Collection entries
== Segment start ==
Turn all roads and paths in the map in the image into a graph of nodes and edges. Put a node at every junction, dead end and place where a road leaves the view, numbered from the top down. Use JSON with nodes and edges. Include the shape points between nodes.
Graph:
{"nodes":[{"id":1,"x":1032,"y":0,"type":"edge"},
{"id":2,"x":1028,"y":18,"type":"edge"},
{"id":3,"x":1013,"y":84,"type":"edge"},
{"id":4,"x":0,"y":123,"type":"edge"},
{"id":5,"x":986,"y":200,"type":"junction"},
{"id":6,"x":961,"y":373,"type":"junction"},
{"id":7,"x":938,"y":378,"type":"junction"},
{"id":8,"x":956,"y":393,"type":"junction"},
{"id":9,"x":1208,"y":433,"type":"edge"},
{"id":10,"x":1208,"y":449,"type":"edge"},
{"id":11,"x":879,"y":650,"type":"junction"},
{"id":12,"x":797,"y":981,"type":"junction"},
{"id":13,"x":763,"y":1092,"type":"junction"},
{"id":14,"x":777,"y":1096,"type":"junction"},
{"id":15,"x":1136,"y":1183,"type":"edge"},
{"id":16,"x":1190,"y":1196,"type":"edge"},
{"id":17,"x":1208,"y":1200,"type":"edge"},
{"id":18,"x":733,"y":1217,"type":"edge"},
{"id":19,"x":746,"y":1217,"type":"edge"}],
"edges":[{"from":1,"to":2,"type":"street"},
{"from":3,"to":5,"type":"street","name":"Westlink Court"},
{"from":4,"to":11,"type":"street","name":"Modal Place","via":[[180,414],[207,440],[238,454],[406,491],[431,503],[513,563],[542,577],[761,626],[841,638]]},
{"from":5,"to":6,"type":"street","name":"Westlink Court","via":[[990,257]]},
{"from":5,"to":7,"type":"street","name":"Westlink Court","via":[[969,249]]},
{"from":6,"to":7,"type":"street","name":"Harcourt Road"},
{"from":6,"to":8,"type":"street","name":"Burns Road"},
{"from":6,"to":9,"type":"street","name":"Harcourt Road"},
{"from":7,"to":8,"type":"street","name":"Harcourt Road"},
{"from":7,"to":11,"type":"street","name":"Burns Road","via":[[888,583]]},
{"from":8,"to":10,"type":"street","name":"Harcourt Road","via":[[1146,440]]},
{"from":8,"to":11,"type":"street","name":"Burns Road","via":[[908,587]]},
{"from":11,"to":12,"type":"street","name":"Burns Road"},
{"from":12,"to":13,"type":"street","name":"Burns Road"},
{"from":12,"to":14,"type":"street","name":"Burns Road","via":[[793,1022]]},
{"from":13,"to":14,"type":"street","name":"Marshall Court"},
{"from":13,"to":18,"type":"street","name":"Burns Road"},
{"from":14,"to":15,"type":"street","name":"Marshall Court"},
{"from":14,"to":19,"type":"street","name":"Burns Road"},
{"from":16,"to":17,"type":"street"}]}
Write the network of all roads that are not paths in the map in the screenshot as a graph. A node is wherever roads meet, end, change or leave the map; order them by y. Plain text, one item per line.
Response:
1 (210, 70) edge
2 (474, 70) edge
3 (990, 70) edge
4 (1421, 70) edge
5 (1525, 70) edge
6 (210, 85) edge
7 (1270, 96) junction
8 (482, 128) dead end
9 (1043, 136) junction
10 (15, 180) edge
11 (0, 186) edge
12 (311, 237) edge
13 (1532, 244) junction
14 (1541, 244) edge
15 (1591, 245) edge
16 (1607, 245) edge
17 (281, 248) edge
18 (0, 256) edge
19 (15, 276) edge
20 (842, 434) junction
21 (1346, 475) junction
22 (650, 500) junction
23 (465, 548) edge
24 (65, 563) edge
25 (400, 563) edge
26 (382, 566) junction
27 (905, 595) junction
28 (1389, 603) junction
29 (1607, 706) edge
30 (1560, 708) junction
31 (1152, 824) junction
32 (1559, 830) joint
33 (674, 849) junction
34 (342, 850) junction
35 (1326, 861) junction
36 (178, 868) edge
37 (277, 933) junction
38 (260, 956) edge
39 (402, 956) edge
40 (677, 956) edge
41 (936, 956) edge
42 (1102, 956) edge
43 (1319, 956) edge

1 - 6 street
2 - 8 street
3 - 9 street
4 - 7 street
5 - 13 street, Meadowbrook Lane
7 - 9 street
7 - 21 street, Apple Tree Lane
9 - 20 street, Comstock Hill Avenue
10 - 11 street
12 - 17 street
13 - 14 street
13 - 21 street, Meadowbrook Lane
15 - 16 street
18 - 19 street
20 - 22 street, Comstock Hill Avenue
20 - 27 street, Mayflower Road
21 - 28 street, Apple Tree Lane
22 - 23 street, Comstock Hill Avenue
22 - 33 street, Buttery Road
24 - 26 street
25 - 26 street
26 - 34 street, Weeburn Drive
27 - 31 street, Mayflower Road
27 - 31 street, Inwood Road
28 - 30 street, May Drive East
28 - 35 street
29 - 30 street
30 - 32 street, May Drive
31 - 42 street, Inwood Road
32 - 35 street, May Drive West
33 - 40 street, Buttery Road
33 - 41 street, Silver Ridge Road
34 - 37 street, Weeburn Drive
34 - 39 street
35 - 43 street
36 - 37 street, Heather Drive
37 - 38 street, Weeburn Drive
== Segment end ==
• **Work to be completed**
From the records above, show each line that contains the word "paths".

• **Exercise result**
Turn all roads and paths in the map in the image into a graph of nodes and edges. Put a node at every junction, dead end and place where a road leaves the view, numbered from the top down. Use JSON with nodes and edges. Include the shape points between nodes.
Write the network of all roads that are not paths in the map in the screenshot as a graph. A node is wherever roads meet, end, change or leave the map; order them by y. Plain text, one item per line.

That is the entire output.